La Final que mereció dos campeones: el Toluca del Ojitos vs. el Atlas del Bigotón

Cuando llegó el momento de tirar penales para decretar al ganador del título del Verano 99 todo mundo lo sabía: Toluca y Atlas merecían ser campeones. La Final había quedado empatada 5-5 luego de 180 minutos de tiempo regular, más 30 de tiempo extra.

Los once Zorros ejecutaban el estilo LaVolpista: toques rápidos, velocidad, siempre con ventaja numérica. El Toluca del Ojitos gustaba de un trato más suave al balón pero era letal frente al marco.

Dos corrientes futboleras chocaban con la misma idea: ganar la Final de la Liga MX. Tras un vibrante 3-3 en la Ida, para el partido de regreso, jugado el domingo 6 de junio de 1999 en La Bombonera de Toluca, solo podía salir uno del infierno con la Copa en las manos.

Cardozo y los Diablos; el joven Rafa Márquez con los Zorros

Ricardo La Volpe, técnico del Atlas, le fue fiel a su estilo hasta el último minuto con un joven Rafa Márquez y el talento de canteranos como César Andrade, Miguel Zepeda, Daniel Osorno y el orquestador Juan Pablo Rodríguez.

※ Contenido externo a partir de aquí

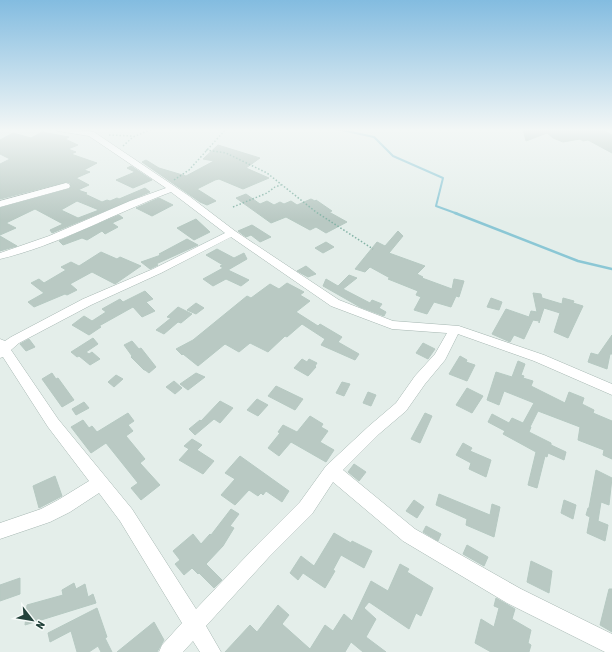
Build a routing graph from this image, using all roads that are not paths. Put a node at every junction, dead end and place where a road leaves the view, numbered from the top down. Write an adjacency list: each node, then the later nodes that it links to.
1 (130, 159): 3 (street)
2 (66, 186): 4 (street)
3 (169, 187): 5 (street); 6 (street)
4 (0, 204)
5 (232, 233): 7 (street); 8 (street)
6 (0, 256)
7 (455, 329): 9 (street); 10 (street)
8 (1, 348): 11 (street)
9 (612, 390)
10 (332, 471): 13 (street); 14 (street)
11 (100, 483): 12 (street); 13 (street)
12 (0, 531)
13 (195, 624): 15 (street); 16 (street)
14 (612, 645)
15 (168, 652)
16 (211, 652)

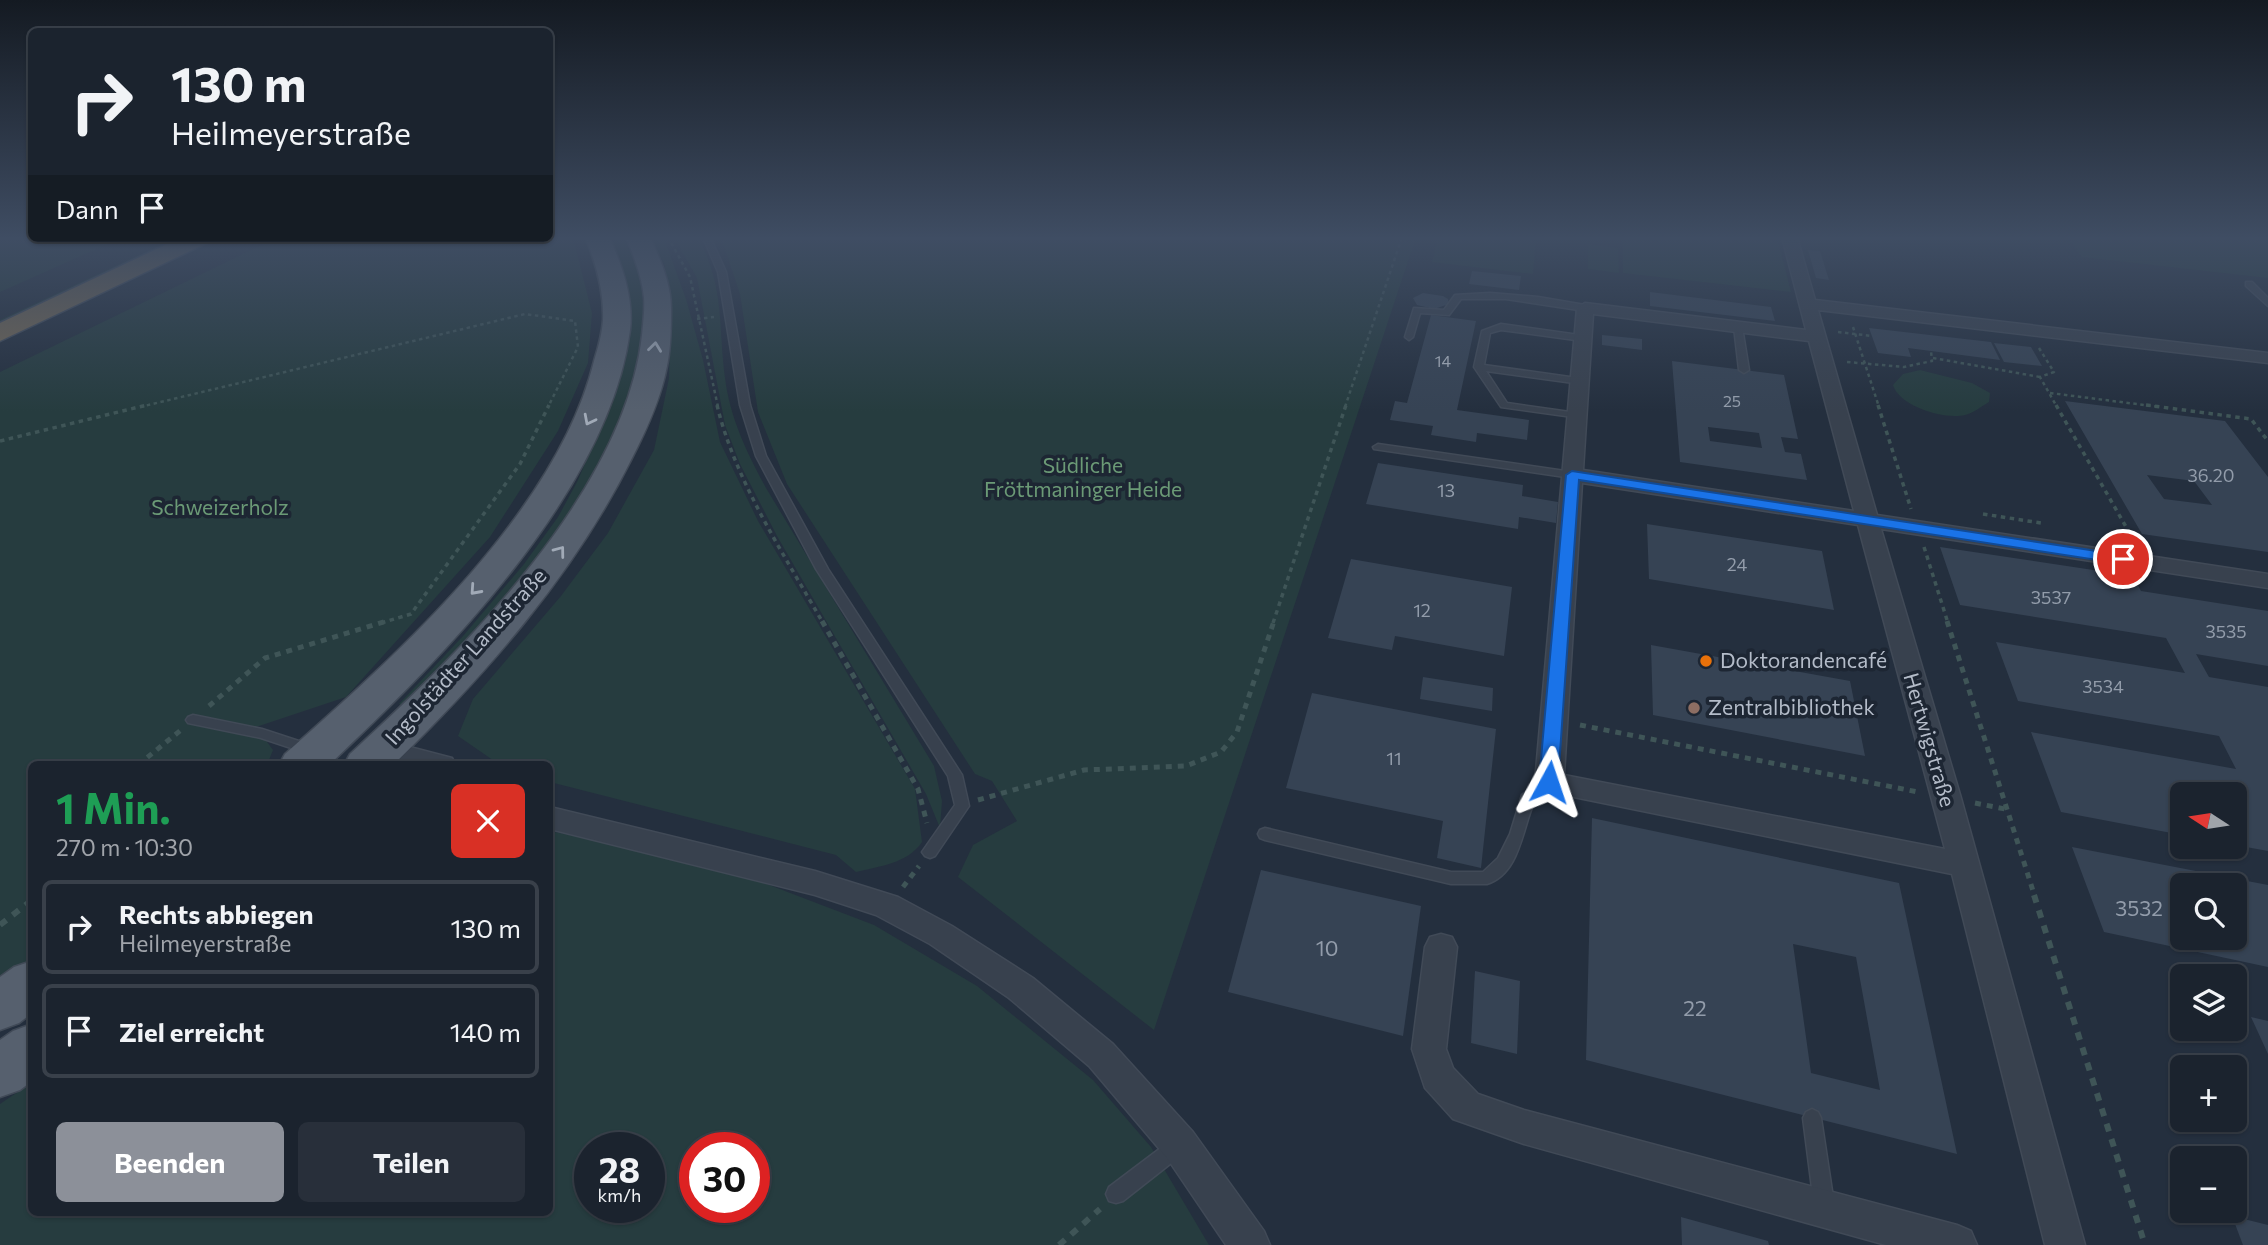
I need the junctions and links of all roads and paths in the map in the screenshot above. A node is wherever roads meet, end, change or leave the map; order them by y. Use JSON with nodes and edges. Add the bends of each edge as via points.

El Toluca de Enrique Meza era imponente, desde la portería con Hernán Cristante hasta el imparable José Saturnino Cardozo que llegaba como campeón de goleo con 15 anotaciones en temporada regular y 4 goles de Liguilla al partido definitivo.

Hugo “Misionero” Castillo abrió el marcador al primer minuto de juego. El Diablo respondió al 3’ con el quinto tanto de Liguilla para Cardozo. Fue un poema guaraní con control de pecho y definición de primera intención a media altura en el 1-1.

Toluca hizo pesar la casa y el defensa Alberto “Flaco” Macías encontró el 2-1 al 26’ con remate de cabeza. Pero los Rojinegros nunca bajaron los brazos y de la misma manera, con remate de cabeza de Zepeda, el balón cruzó la línea de gol en el 2-2 final.

Toluca-Atlas, los épicos penales de 1999

Antes de llegar al drama de los penales, los Diablos por poco se quedan con el título con un gol anulado a Cardozo por fuera de lugar cerca de los minutos finales en que La Volpe se metió a la cancha, reclamó a los árbitros y se fue expulsado.

La expectativa creció y nadie definía en la cancha, hasta que llegaron a los penales. Con un disparo fallado por equipo, la tanda se fue a la muerte súbita. Fue entonces cuando el defensa Salvador Carmona engañó al arquero Erubey Cabuto y acertó, mientras que Jerry Estrada apostó por la potencia, pero muy anunciado.

El espigado Cristante voló para acabar con la espera y decretar campeón al Toluca. La gran oportunidad de acabar con 48 años sin título Rojinegro se ahogó en el festejo de miles de gargantas en el Infierno de Toluca, que así seguía construyendo la leyenda de los Veranos.